Chego ao livro de Cânticos. Também de Salomão.
Imagino-o jovem, escrevendo no frescor da vida, quando o amor ainda é primavera e ousadia. Um diálogo de amor, tecido em versos que falam de um homem e uma mulher, mas que respiram mais do que romance.
Vejo a cena: ela, linda e morena do sol. Traz na pele a marca dos dias de trabalho, das vinhas que cuidou; vinhas que não eram suas. Formosa apesar das dificuldades. E percebo: a beleza não é ausência de luta; as vezes é o que a luta deixa, marcas que contam histórias. Assim também é a vida espiritual: não diminuída pelas feridas, mas revelada e fortalecida por elas.

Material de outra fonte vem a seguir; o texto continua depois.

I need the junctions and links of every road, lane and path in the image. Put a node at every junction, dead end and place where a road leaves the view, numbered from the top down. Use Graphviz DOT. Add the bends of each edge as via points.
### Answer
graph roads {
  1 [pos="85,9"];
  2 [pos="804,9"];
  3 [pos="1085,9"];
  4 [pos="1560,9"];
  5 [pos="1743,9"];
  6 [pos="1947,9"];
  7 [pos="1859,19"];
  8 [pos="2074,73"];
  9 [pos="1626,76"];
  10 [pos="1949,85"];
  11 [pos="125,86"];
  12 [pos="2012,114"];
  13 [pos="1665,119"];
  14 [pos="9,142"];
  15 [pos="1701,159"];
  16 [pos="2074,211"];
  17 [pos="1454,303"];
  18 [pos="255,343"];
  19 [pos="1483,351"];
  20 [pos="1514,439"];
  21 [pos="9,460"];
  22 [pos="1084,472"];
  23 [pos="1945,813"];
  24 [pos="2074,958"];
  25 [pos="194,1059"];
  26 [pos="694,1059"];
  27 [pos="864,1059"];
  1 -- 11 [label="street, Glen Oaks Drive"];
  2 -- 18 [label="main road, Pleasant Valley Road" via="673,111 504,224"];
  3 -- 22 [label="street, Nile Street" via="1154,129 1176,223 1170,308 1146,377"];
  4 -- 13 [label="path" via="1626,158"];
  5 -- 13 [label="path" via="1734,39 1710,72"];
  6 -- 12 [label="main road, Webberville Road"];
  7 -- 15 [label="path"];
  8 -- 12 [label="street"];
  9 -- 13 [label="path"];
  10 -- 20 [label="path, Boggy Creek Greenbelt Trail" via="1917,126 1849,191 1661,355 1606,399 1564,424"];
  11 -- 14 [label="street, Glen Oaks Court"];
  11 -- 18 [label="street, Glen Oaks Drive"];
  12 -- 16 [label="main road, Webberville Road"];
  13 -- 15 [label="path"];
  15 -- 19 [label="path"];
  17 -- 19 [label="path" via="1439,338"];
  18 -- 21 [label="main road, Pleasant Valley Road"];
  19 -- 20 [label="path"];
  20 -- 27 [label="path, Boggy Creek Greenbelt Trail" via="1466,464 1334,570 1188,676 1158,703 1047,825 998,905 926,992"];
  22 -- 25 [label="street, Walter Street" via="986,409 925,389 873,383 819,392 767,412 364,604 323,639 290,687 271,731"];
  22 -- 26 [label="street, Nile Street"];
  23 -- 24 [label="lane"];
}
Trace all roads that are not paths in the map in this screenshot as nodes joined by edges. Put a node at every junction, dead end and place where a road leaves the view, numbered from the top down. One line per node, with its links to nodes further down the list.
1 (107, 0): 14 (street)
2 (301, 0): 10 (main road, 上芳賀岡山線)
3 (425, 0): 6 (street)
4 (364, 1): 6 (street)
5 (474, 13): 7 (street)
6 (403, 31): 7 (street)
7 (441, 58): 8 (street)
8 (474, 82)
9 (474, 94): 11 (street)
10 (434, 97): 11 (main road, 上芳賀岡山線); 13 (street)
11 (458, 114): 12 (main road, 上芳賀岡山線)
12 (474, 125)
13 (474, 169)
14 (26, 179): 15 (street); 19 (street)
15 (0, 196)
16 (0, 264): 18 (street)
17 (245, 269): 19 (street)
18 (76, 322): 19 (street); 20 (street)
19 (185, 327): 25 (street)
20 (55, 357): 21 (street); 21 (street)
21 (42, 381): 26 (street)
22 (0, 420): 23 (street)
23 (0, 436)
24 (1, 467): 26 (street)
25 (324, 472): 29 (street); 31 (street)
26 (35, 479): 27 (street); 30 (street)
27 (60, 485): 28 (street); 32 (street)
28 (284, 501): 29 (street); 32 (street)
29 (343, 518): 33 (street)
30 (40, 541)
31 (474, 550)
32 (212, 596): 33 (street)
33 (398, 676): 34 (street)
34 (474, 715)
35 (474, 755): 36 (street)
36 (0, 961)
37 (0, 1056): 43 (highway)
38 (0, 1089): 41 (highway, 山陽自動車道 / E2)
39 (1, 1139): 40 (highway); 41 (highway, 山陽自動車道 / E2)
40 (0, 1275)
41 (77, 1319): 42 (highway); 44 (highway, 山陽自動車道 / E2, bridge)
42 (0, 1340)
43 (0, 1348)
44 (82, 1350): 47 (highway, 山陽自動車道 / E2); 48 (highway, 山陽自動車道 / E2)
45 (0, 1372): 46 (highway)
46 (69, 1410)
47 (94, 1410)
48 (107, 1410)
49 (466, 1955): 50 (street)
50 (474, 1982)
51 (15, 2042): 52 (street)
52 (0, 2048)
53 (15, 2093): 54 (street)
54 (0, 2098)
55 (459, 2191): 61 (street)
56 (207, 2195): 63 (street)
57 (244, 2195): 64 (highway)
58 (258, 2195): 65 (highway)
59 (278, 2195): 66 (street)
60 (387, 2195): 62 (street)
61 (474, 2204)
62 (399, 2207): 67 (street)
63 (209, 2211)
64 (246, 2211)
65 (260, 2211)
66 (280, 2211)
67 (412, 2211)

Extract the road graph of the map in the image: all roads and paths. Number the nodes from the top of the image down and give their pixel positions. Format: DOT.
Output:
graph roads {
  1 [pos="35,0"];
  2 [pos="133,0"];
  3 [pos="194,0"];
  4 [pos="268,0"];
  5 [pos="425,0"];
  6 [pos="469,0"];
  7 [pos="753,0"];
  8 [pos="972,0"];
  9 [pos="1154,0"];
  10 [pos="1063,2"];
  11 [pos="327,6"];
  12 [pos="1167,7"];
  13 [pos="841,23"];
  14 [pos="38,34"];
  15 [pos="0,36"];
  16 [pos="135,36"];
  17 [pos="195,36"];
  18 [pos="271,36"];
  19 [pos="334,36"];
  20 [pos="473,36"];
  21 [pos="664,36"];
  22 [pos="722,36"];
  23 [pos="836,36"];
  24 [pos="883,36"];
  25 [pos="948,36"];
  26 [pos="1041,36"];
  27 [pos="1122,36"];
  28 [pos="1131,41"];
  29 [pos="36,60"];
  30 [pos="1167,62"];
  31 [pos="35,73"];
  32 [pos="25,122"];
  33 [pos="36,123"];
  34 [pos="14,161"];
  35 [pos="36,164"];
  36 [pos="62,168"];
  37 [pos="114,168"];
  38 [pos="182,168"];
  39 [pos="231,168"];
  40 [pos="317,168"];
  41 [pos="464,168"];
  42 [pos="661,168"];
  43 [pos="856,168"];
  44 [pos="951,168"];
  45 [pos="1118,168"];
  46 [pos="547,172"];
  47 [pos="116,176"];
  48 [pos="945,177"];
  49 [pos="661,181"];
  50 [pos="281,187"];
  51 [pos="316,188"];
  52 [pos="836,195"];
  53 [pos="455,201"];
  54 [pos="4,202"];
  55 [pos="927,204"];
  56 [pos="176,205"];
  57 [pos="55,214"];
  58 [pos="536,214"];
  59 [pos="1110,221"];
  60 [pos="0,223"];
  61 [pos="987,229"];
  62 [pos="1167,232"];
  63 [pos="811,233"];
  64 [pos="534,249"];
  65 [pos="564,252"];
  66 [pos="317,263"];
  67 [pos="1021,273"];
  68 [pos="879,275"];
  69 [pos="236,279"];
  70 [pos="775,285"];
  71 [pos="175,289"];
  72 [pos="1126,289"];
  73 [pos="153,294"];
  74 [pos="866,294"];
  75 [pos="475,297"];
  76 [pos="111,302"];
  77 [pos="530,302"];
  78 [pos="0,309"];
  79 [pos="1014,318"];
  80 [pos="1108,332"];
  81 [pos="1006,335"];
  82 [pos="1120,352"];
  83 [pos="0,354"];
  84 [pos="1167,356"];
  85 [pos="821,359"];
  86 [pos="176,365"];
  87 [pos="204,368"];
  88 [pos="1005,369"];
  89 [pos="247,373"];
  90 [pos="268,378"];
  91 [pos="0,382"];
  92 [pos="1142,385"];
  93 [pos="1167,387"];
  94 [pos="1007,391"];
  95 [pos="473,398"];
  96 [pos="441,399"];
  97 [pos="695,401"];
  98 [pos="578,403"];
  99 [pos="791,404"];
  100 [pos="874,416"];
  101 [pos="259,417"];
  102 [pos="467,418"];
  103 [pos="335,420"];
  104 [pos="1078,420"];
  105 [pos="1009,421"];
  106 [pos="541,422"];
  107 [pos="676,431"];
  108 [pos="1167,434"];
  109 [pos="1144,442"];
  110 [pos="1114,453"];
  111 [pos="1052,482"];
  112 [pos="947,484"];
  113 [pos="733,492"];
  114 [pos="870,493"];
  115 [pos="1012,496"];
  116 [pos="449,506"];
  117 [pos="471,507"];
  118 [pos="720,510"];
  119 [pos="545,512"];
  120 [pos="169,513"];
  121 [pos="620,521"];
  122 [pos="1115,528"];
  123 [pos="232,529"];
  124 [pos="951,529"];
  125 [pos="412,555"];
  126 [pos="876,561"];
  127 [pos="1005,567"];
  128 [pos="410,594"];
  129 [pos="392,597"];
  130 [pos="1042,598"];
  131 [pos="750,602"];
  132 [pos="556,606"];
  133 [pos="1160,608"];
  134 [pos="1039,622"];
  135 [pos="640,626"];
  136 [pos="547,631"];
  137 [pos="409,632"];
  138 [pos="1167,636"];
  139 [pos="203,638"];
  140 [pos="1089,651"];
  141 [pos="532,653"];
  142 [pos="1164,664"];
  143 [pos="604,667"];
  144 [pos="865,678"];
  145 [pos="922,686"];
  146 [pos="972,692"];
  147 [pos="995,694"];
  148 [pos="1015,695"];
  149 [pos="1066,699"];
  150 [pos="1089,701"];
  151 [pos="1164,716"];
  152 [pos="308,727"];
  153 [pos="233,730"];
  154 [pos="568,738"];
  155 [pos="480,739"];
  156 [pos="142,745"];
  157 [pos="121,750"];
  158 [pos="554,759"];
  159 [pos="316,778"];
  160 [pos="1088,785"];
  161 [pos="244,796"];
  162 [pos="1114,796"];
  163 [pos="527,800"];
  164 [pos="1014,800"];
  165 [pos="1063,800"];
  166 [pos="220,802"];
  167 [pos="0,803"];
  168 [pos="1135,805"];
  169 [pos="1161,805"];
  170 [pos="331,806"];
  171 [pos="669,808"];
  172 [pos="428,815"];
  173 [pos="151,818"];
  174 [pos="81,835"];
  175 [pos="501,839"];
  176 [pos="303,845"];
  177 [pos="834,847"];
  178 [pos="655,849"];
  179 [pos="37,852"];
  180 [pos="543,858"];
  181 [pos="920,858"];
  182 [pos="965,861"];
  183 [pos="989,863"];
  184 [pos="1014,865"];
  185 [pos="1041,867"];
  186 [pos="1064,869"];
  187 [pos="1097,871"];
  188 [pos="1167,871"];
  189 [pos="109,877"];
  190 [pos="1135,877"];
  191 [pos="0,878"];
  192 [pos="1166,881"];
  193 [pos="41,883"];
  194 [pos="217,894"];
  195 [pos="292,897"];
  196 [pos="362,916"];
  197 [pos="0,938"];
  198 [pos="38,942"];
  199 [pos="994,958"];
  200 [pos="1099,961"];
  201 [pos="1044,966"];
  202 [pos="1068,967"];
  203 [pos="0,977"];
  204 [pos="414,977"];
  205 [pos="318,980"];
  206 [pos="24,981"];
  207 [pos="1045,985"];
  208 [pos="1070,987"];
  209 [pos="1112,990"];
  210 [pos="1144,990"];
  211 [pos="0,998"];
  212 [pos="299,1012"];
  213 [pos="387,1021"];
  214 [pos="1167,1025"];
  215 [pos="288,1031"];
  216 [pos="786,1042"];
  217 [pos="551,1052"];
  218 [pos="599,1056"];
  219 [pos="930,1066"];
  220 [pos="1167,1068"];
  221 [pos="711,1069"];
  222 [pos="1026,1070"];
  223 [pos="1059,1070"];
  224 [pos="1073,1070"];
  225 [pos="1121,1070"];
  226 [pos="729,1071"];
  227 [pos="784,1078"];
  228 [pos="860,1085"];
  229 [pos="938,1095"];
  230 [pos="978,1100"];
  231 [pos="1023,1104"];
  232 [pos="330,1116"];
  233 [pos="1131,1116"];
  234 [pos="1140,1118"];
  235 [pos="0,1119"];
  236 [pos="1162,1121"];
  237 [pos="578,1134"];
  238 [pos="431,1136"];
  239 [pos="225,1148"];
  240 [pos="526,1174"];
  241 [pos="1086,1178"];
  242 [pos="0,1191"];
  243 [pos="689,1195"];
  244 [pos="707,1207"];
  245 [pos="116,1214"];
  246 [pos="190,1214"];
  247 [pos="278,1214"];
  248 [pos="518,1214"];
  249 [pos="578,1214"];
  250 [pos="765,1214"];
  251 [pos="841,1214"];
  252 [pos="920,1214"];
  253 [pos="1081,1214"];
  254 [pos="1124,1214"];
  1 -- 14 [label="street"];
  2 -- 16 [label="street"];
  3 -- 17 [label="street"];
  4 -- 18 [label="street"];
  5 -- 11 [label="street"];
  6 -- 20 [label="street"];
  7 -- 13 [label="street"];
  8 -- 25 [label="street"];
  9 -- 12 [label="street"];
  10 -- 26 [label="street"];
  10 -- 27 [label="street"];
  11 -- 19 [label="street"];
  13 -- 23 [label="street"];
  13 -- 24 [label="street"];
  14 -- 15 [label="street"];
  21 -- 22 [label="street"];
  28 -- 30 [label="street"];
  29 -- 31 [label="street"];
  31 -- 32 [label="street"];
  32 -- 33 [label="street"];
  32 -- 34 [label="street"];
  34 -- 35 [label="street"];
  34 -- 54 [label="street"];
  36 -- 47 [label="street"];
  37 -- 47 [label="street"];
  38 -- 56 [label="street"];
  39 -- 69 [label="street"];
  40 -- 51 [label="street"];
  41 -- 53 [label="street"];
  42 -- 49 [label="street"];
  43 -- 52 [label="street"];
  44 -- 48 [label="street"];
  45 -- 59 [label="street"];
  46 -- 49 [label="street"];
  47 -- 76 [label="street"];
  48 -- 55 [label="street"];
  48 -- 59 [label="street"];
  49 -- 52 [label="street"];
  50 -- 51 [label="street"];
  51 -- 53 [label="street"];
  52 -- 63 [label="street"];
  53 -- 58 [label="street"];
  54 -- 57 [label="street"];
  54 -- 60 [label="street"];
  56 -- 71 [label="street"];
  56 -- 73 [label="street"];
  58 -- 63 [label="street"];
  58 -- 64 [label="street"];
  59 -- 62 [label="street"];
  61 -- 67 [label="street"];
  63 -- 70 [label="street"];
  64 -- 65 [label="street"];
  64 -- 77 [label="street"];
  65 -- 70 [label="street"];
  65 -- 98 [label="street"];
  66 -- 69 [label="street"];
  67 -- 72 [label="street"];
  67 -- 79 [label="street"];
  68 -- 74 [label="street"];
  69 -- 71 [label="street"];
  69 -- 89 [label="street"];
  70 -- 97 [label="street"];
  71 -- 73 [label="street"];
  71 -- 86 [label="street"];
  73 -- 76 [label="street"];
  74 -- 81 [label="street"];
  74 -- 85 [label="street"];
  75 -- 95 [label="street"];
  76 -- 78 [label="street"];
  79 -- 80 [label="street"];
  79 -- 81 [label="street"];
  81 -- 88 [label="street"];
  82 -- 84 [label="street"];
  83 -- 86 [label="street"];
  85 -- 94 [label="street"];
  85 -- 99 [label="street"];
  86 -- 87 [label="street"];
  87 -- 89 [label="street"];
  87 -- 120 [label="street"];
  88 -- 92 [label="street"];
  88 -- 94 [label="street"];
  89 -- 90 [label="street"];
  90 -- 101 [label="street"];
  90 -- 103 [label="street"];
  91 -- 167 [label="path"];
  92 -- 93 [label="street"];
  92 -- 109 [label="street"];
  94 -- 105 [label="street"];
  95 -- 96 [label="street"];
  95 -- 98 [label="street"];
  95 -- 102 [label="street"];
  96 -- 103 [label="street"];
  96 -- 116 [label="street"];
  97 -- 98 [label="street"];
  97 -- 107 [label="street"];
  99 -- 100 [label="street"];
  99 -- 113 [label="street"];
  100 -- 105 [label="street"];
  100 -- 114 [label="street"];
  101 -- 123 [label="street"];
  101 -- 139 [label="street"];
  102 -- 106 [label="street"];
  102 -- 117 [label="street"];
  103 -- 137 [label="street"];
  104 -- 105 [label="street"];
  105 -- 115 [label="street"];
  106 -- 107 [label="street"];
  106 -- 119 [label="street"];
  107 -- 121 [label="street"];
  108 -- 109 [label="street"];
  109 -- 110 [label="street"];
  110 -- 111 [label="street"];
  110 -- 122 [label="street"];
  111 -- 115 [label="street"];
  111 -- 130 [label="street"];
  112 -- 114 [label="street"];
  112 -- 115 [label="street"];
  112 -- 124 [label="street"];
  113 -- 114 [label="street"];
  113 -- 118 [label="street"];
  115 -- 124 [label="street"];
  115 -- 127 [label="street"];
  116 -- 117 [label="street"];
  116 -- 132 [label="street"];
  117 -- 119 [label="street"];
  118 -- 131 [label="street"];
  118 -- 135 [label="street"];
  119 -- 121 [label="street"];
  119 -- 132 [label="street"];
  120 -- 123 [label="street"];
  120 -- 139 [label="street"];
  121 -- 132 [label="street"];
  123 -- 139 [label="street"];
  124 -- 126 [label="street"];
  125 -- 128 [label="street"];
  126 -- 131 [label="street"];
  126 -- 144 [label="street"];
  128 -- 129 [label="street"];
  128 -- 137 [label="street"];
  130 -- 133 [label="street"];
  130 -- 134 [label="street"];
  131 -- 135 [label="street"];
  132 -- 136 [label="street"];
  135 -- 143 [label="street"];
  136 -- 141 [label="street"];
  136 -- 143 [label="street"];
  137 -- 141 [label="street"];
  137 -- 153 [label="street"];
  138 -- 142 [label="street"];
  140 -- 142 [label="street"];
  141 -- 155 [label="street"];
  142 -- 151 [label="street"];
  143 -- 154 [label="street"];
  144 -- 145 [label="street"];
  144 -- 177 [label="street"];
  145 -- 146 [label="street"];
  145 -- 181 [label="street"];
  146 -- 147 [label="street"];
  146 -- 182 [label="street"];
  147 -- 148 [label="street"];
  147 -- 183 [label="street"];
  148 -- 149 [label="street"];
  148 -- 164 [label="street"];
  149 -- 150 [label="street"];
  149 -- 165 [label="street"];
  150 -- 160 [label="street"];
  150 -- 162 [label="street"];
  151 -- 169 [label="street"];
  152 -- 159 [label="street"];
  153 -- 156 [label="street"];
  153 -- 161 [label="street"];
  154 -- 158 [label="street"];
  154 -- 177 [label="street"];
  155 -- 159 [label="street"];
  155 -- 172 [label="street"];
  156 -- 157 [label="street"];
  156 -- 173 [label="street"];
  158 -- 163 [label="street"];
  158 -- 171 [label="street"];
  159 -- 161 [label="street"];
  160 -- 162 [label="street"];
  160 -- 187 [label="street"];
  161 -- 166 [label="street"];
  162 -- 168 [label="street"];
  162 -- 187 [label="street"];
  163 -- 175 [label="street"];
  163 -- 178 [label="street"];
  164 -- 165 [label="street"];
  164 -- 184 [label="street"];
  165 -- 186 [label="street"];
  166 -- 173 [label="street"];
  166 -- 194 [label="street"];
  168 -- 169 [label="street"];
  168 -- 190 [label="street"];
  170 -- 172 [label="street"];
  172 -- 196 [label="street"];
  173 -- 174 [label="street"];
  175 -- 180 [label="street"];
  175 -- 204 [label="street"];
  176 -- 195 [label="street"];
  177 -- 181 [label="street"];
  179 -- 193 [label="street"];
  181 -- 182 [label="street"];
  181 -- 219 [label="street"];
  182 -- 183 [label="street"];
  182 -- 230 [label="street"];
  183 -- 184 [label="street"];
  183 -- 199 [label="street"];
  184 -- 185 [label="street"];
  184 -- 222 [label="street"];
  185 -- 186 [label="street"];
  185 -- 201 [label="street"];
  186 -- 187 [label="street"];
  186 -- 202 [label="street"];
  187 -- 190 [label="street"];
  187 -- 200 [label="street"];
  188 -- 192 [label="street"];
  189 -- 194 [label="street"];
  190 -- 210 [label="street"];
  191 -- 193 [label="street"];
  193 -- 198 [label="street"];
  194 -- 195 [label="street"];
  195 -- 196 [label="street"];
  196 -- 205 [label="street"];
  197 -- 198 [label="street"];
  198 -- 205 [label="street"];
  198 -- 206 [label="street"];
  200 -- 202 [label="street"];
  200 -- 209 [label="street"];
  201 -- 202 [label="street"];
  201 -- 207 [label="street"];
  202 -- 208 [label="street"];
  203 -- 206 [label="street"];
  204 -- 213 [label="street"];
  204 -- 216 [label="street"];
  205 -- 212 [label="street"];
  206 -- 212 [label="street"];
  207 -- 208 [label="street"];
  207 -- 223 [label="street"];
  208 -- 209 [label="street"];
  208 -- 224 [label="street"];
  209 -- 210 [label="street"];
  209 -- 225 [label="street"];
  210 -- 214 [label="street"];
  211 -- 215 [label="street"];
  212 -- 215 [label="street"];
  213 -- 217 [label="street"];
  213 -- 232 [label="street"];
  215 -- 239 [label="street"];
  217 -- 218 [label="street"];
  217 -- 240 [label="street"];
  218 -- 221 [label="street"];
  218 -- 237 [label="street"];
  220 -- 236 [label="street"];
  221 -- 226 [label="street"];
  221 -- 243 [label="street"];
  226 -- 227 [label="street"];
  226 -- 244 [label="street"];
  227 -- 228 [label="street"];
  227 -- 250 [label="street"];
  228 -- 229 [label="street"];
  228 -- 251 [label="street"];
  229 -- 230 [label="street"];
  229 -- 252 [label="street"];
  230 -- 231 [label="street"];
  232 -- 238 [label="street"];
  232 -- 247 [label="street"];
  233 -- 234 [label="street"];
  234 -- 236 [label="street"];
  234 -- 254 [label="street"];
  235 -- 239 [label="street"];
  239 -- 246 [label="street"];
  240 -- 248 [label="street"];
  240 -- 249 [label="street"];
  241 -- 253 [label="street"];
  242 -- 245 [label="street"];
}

Entre as linhas, ouço um eco maior. Essa amada é como o povo de Deus, que mesmo provado continua sendo objeto do seu deleite. É a alma que, queimada pelo sol das provações, permanece desejada pelo Amado. E o Amado não se afasta diante das marcas; as reconhece como parte da história que os une.
Salomão me mostra um jeito de amar: não morno, não cauteloso, mas intenso, sincero, alegre. Amor que não para no discurso, que se apressa para estar junto, que corre quando é chamado.
Reconheço nesse amor a forma como Deus ama e como espera ser amado: com prontidão, com desejo, com entrega total. Amor que não mede o custo para entrar na câmara do Rei, onde o encontro é completo e a alegria é plena.